One of the main problems, Dr. Sacks, presumably for British Jewry as I understand it, is the contraction of Jewish communities, falling birth rates and marrying out, Jews marrying gentiles. What do you say to the young Jewish boy who's fallen for the beautiful gentile girl. Do you say, "You cannot marry her, it is wrong."
Jonathan Sacks:
I would try and sit with him and just trace through that incredible line of ancestors, all of whom might have made the choice not to carry on the heritage to the next generation. 200 generations of that young man's ancestors had against all odds survived and lived and had faith as Jews. And I would honestly ask him would he want that 200 generational tree to die with him.
Sue Lawley:
But if, then, it were your own son sitting in front of you, weeping buckets and saying, 'But, father, I love her. She is my life."
Jonathan Sacks:
Yeah. What would I say? That is the tragedy, which I think is avoidable. If we educate our children so that Judaism is the most important thing in their lives, then it will surely be the most important thing in their marriages.
Sue Lawley:
So you don't believe because of the education you have given your son, that he would even arrive at that point? He would not allow himself to fall for a Gentile?
Jonathan Sacks:
Yes. I would never want a child of mine to feel, "There is an act I couldn't do because it would give my father pain." I would say I would wish him to feel, "There's an act that I can't do because it would give me pain." And that's what I've tried to teach my children, not very well, but I hope well enough for them to sensed something of what I've sensed in Judaism.
Sue Lawley:
Do you have, do you think, Dr. Sacks, a dilemma in the sense that you are a very human person. You are a liberal thinker, you're a broad minded man. You're a moral philosopher. You are someone who will quite naturally see two sides always of an argument. And yet you are about to become Chief Rabbi, where you will be required to take a line always, to know exactly what the answer should be and is.
Jonathan Sacks:
Well, there's this famous story, which sums up the rabbinical dilemma about the bickering husband and wife who come to a Rabbi for advice. And the wife tells a story to the Rabbi and the Rabbi says, "You know you're right." And then the husband comes in and tells the story. And the Rabbi says, "You're absolutely right." And the disciple of the Rabbi turns to him and says, "How can they both be right?" And the Rabbi turns to the disciples and says, "You're right."
I don't think I'm going to take that view. I try very hard to understand and respect positions that are different from mine. But that doesn't mean to say I don't have an absolute conviction that there is truth and falsity, that there is good and evil. I don't think all things are true, I don't think all things are relative.
Sue Lawley:
Record number six.
Jonathan Sacks:
Record number six.
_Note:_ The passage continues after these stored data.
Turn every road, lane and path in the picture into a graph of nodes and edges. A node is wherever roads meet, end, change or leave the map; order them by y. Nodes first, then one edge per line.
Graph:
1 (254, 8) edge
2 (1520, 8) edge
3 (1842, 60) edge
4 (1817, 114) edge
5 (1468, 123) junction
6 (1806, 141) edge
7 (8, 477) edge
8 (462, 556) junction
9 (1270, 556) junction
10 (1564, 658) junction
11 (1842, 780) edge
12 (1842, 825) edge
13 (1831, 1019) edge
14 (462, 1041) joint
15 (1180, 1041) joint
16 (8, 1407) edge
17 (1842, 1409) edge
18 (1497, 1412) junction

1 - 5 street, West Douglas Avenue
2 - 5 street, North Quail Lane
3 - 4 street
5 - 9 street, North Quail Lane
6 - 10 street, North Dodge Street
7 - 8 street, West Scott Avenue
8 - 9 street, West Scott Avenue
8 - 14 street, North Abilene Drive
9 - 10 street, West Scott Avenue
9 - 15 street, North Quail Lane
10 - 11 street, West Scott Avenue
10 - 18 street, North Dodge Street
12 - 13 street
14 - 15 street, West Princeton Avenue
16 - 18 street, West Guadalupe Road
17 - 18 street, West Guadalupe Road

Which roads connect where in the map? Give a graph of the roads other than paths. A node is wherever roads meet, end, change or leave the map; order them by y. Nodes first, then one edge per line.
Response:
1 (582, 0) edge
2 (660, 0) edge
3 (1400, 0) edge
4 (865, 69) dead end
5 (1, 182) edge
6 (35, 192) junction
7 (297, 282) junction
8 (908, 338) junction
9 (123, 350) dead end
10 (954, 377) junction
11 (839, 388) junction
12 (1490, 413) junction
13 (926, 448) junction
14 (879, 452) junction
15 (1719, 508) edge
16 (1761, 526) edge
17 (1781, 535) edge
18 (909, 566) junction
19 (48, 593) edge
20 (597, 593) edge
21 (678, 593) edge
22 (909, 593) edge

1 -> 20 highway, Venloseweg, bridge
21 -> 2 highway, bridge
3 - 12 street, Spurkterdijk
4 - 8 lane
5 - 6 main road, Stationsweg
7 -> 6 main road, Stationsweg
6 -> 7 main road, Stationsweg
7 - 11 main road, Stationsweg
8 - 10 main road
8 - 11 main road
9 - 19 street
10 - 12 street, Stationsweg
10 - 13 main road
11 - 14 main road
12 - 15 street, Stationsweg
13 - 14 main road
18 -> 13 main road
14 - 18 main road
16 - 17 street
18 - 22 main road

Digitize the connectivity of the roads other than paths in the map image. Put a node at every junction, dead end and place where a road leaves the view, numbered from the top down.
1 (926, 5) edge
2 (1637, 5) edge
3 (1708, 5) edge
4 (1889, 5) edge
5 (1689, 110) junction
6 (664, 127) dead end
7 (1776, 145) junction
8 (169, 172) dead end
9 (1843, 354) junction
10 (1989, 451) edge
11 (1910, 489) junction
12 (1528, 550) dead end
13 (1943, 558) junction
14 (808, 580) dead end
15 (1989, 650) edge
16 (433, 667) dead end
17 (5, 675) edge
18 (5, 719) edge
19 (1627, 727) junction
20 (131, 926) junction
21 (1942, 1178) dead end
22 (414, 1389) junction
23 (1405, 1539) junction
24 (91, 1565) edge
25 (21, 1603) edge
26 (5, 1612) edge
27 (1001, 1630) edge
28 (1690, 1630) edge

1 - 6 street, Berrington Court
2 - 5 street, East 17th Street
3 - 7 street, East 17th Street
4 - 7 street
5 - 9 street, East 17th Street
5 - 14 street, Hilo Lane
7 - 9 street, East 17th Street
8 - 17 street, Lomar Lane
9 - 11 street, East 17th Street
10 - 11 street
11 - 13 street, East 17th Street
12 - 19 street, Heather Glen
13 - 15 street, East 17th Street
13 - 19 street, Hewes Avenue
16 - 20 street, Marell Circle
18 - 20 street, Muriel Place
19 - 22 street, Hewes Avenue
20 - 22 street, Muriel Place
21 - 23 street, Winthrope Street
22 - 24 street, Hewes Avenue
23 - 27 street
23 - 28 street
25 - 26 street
I've chosen just to remind me of the things most precious in my life, my wife and my children, and the wonderful times we have together around our family table. And here is one of the songs that we love singing, Am Yisrael Chai, The People Israel Lives.
Sue Lawley:
Am Yisrael Chai, The People Israel Lives, sung by Shlomo Carlebach.
Perhaps in the face of all these problems we're discussing, Dr. Sacks, Chief-Rabbi-Elect, you may like the idea of escaping to a desert island.
Jonathan Sacks:
Comes as a great relief.
Sue Lawley:
What do you envisage you do there all day?
Jonathan Sacks:
Well, I didn't know. I sure will have to learn to look after myself, which will come as a novelty to me. I should think that'll keep me quite busy for the first week or two.
Sue Lawley:
Is there a practical man in there as well as the moral philosophy?
Jonathan Sacks:
Oh, well, there is. I am severely practical when I have to be, but on no other occasion. I'm a reasonable carpenter. I'm a pretty terrible gardener, but I think I could cultivate some plants. Probably wouldn't have the patience to fish, but I may well be forced to.
Sue Lawley:
Haven't you got your own desert island at the bottom of your garden in Golders Green in the form of a hut that you disappear to?
Jonathan Sacks:
Well, I'm a bit offended you should call it a hut, it's a magnificent brick-built study. But it's absolutely a desert island, that's where I go away to think and write. And it's totally cut off from the world. I should think it's rather more isolated than the desert island.
Sue Lawley:
And will music be an escape to you? I mean, obviously these records that you're taking with you to the island mean a tremendous amount, but do you use music in that sense? Can you put on a record and go somewhere else in your head?
Jonathan Sacks:
Oh, music isn't an escape for me at all, music is for me a way of re-engaging with the world. I sometimes, in fact quite often, feel quite depressed at the sheer difficulty of some of the tasks that I've set myself. And whenever I fall into that kind of temporary despair, music just lifts me up and allows me to go back fighting into the world.
Sue Lawley:
Let's have some more of it then.
Jonathan Sacks:
Well, my seventh record is the piece of music of all, which never fails to cheer me up whenever I'm feeling low. Ravel's String Quartet.
Sue Lawley:
Part of the first movement of Ravel's String Quartet in F Major by the Chilingirian String Quartet. You take over in September, Dr. Sacks. Is there an official ceremony, an induction or...
Jonathan Sacks:
Yes, I am inducted on the 1st of September this year, and that's when I officially take over from Lord Jakobovits.
Sue Lawley:
But in the midst of your very proper modesty about being elected to take on the role and your reluctance in taking on the job that we've discussed, is there also a degree of pride? There must be, that you can confess to it, having been chosen to follow in such a distinguished line?
Jonathan Sacks:
No, I don't have pride, simply a sense of the responsibility of the future of many Jewish lives depending on my leadership.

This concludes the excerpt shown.